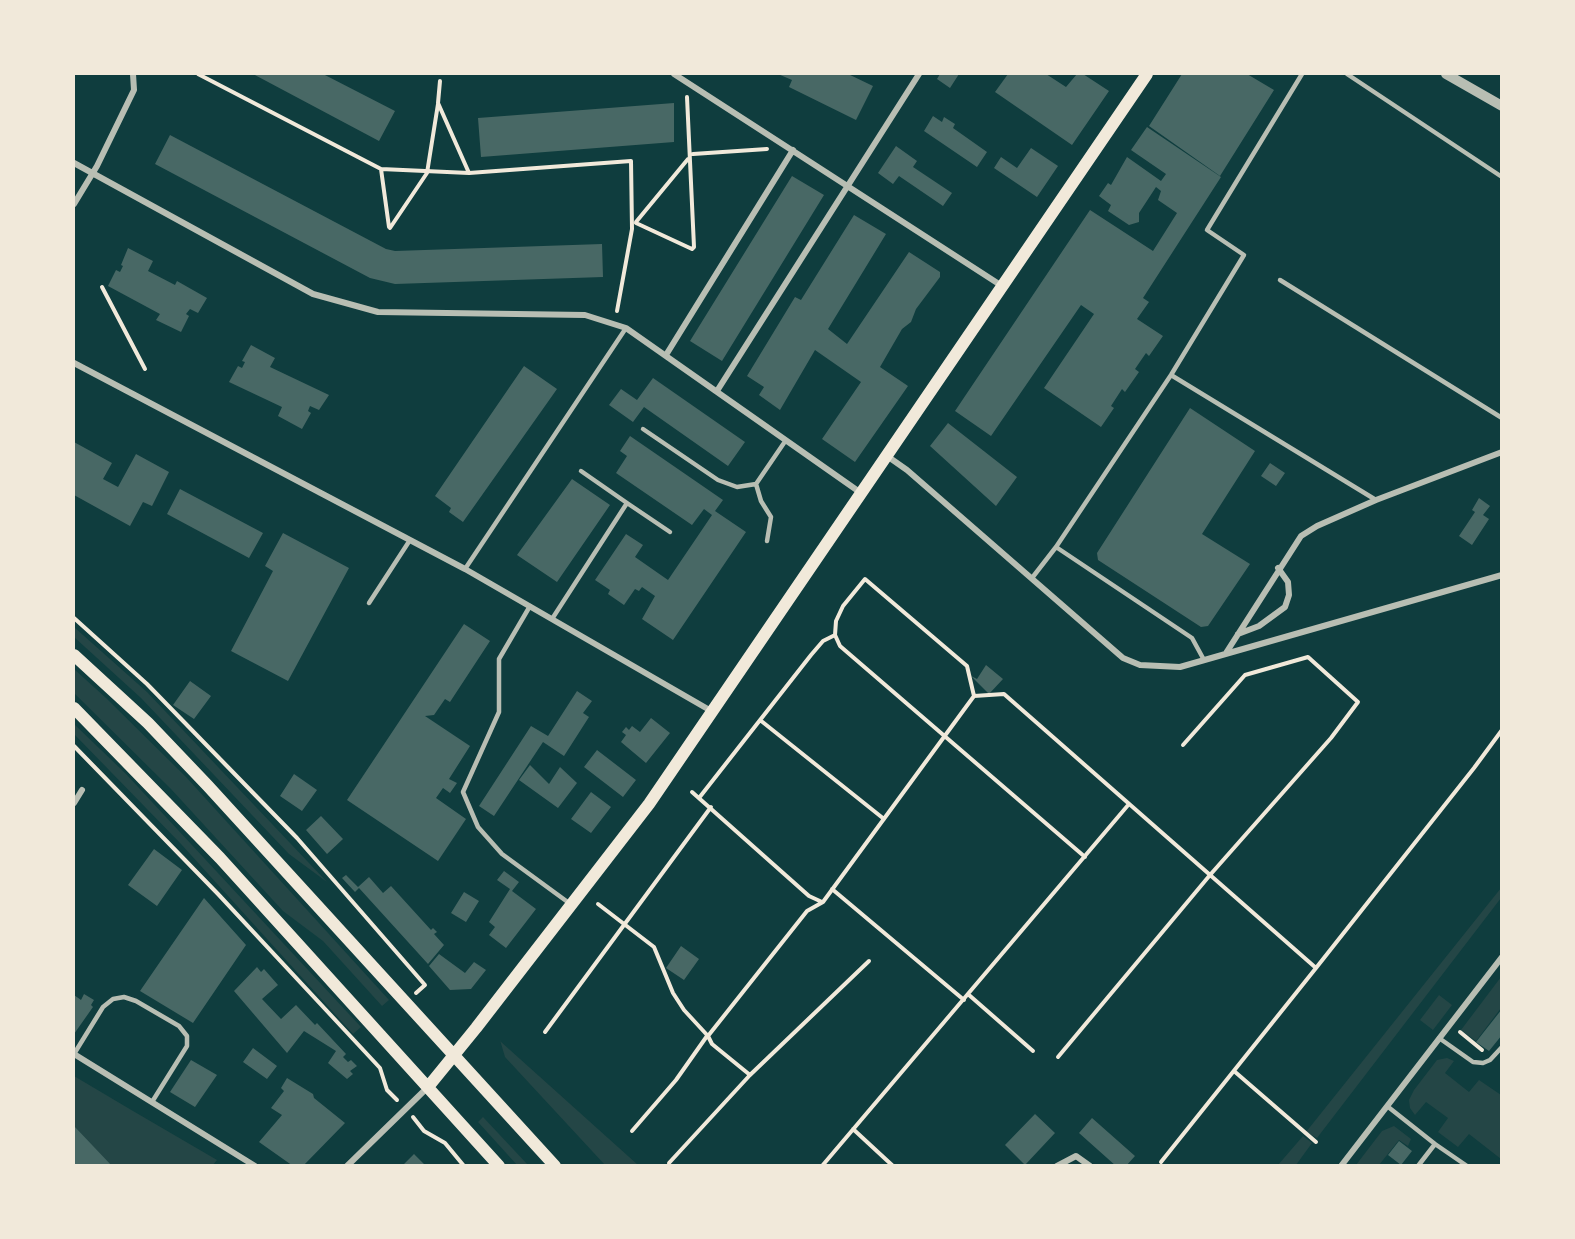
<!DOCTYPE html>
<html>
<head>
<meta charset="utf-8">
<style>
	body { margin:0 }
	#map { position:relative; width:1575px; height:1239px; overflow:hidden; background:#0f3d3e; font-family:"Fira Sans",sans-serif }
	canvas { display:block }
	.frame { position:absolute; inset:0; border:75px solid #f1e9da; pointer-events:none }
</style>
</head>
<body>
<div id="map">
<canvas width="1575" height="1239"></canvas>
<div class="frame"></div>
</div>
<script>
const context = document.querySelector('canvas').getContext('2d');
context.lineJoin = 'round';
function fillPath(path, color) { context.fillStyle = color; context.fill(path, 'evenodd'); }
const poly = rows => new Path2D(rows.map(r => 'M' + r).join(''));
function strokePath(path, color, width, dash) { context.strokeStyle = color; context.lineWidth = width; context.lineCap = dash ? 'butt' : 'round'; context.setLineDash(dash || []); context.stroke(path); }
fillPath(poly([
	[74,627,147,692,327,882,289,854,141,698,74,637],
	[74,669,106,698,186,777,389,1000,382,1006,323,941,283,911,171,789,74,693],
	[74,724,126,774,361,1027,353,1034,181,844,74,734],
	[1501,888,1501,898,1317,1138,1306,1132],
	[1501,977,1501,1008,1476,1041,1461,1030],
	[1439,995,1452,1005,1433,1030,1420,1020],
	[500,1040,500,1041,638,1165,605,1165,505,1057],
	[1447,1058,1454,1061,1445,1073,1469,1092,1479,1080,1501,1095,1501,1159,1469,1134,1458,1147,1438,1132,1448,1118,1426,1102,1415,1115,1410,1108,1409,1100,1414,1090,1437,1060],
	[74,1076,133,1111,217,1160,212,1166,74,1165],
	[483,1117,528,1165,517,1165,478,1122],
	[1394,1126,1411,1139,1408,1146,1399,1140,1379,1165,1356,1165,1382,1131],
	[1303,1136,1312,1143,1296,1165,1278,1165]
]), '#244646');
fillPath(poly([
	[253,74,323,74,395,111,379,141],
	[778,74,848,74,873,86,856,120,789,87,792,80],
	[940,74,959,74,950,88,937,79],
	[1008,74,1046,74,1066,87,1077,74,1083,74,1109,91,1072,145,995,92],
	[1182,74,1247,74,1274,90,1220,176,1149,126],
	[674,103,674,142,481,157,478,118],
	[933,116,942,122,944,117,955,124,953,128,987,152,977,167,924,131],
	[1147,127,1221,177,1143,298,1149,302,1137,319,1163,336,1149,356,1146,353,1135,369,1139,372,1125,392,1122,389,1111,406,1114,408,1101,427,1044,388,1094,314,1081,305,991,436,955,411,1090,210,1153,251,1177,213,1158,200,1161,191,1156,187,1139,213,1139,222,1129,225,1108,211,1111,205,1099,196,1108,183,1111,185,1127,157,1161,181,1166,174,1131,150],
	[170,135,386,249,395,251,602,244,603,277,395,284,370,278,155,164],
	[896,146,917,161,913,167,952,193,943,206,899,176,893,184,878,173],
	[1031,148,1058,166,1037,197,994,168,1001,157,1017,168],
	[792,176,824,195,722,361,690,341],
	[854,215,886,234,828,329,847,344,909,252,940,272,940,277,916,309,911,322,902,329,880,367,908,386,855,462,822,439,861,382,815,350,780,410,759,395,764,387,747,376,795,297,801,300],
	[128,248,153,261,148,271,175,285,177,281,207,298,198,313,190,309,186,314,189,316,181,332,156,320,160,314,108,286,116,270,120,272,123,266,121,265],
	[251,345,275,358,270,367,329,395,319,410,310,406,308,411,311,413,302,429,278,416,282,407,229,382,238,366,242,368,245,362,242,361],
	[524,366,557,389,463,522,449,512,451,508,435,496],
	[653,378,745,442,728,466,644,407,633,422,609,405,621,389,637,400],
	[1190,408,1255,451,1202,534,1250,564,1208,626,1201,627,1098,560,1097,553],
	[948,423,1017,477,996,506,930,446],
	[630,436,723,500,715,511,746,532,673,640,642,619,655,596,642,587,639,591,635,589,624,605,608,594,610,590,595,580,626,534,643,545,635,557,668,580,712,515,704,509,692,525,616,473,627,456,620,451],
	[74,442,112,463,103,479,118,487,136,454,169,472,152,506,143,502,130,526,74,495],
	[1270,463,1285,473,1276,486,1261,476],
	[572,479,610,505,557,582,517,555],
	[180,489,263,533,249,558,167,514],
	[1479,498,1490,506,1483,515,1489,519,1472,545,1459,536,1475,512,1472,510],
	[283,533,349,568,288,681,231,651,273,571,265,566],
	[464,624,490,641,450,702,445,699,434,715,425,716,470,746,449,779,457,783,450,793,443,788,436,798,466,819,438,861,347,800],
	[986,665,1003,679,989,694,971,676,977,679],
	[190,681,211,696,194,719,173,705],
	[577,691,592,701,583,713,589,717,564,756,543,742,494,816,479,806,531,726,548,736],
	[651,718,670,733,646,763,621,742,626,735,622,732,626,727,629,730,632,726,640,732],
	[597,750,636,780,623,797,584,767],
	[530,765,549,784,560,767,577,783,558,808,519,780],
	[294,774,317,790,302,811,280,796],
	[591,792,611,807,591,833,571,819],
	[321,816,343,839,327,854,306,830],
	[154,849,182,870,157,906,128,885],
	[504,871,519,882,512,891,536,909,506,948,489,935,495,927,489,922,510,889,497,880],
	[346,875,358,887,369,877,383,893,391,886,431,930,433,928,437,932,434,934,444,945,428,964,359,888,355,892,342,878],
	[464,892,479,901,466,922,451,913],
	[204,898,246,945,193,1023,140,991],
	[681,946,699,959,684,980,666,968],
	[439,954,465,973,474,962,486,970,471,989,450,990,429,966],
	[257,967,261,972,264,969,278,985,262,999,281,1019,296,1005,315,1025,317,1023,346,1054,343,1057,348,1062,351,1060,357,1066,350,1071,353,1074,347,1079,328,1063,336,1051,304,1031,287,1053,234,991],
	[84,994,94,1000,91,1005,93,1007,74,1034,74,995,81,1000],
	[1502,1009,1502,1035,1489,1051,1476,1042],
	[253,1048,277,1066,267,1079,243,1062],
	[191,1060,217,1075,195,1107,170,1092],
	[287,1078,313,1094,314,1098,345,1123,303,1166,293,1166,259,1142,282,1115,271,1108,284,1091,281,1088],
	[1035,1114,1055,1133,1025,1165,1005,1145],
	[1092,1118,1135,1156,1126,1166,1116,1166,1079,1133],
	[74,1126,112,1166,74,1166],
	[1399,1141,1412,1151,1401,1165,1388,1155],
	[414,1154,426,1166,402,1166]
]), '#486865');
strokePath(poly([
	[198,74,381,169,469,173],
	[440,81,438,103,469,173,631,161,632,229,617,311],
	[693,154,767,149],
	[381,169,389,227],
	[636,222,688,159],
	[636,223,692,249,694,247,687,97],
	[390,228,427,173,438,104],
	[102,287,145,369],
	[74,618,147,684,297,838,425,985,416,993],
	[974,696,967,666,865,579,843,606,836,621,835,635,840,646,1085,857],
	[760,720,884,819],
	[74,746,218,894,380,1068,387,1090,397,1100],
	[692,792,809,896,822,902],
	[699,798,811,655,823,641,835,635],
	[832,889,964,1000],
	[598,904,654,947,673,993,684,1010,708,1036,807,911,823,902,974,696,1004,694,1316,968,1474,768,1502,730],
	[969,995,1033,1051],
	[545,1032,711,807],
	[1460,1032,1482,1050],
	[708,1036,712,1044,750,1075,869,961],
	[1058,1057,1210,875,1331,738,1358,702,1308,657,1245,675,1183,745],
	[1234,1071,1316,1142],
	[413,1117,424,1131,445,1143,464,1166],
	[853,1129,893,1166],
	[632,1131,676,1080,707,1036],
	[1161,1162,1316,968],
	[669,1163,750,1075],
	[822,1166,1129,804]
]), '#f1e9da', 4);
strokePath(poly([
	[1347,74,1502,177],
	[1280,280,1502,418],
	[1171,375,1376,500],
	[643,429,718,480,737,487,756,484],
	[581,471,627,503],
	[767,541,771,517,761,501,756,484,786,440],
	[1056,547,1192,638,1204,660],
	[465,569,626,328],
	[1032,578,1056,547,1171,375,1244,255,1207,230,1302,74],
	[369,603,410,540],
	[530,606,499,659,499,712,463,792,478,827,502,854,569,903],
	[552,619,627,503,670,532],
	[1439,1038,1473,1062,1483,1063,1490,1060,1502,1047],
	[74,1054,103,1007,113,999,124,997,136,1001,179,1026,187,1036,187,1046,152,1102],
	[1387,1106,1435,1144,1418,1166],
	[1435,1144,1467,1166]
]), '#b8beb3', 4.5);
strokePath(poly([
	[674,74,1002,286],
	[74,163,313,294,378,312,585,315,626,328,861,493],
	[74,204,97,166,134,90,133,74],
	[666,355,793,150],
	[74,363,465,569,713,712],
	[717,391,919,74],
	[887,456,907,470,1123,658,1140,665,1180,667,1502,575],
	[1238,634,1259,626,1285,607,1289,595,1288,582,1278,568],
	[1226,653,1301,536,1317,526,1376,500,1502,452],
	[74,803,82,790],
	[74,1054,255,1166],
	[347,1166,428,1087],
	[1057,1166,1076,1156,1090,1166],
	[1341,1166,1502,957]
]), '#b8beb3', 6);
strokePath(poly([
	[1446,74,1502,106]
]), '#b8beb3', 10);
strokePath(poly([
	[74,655,148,723,208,786,555,1166],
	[74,708,220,858,499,1166],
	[428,1087,476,1028,649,804,1147,74]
]), '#f1e9da', 12);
</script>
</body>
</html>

_WORK TO BE COMPLETED_. What lines in the entries contain "const"? Report each one by copying it.

_TASK ANSWER_.
const context = document.querySelector('canvas').getContext('2d');
const poly = rows => new Path2D(rows.map(r => 'M' + r).join(''));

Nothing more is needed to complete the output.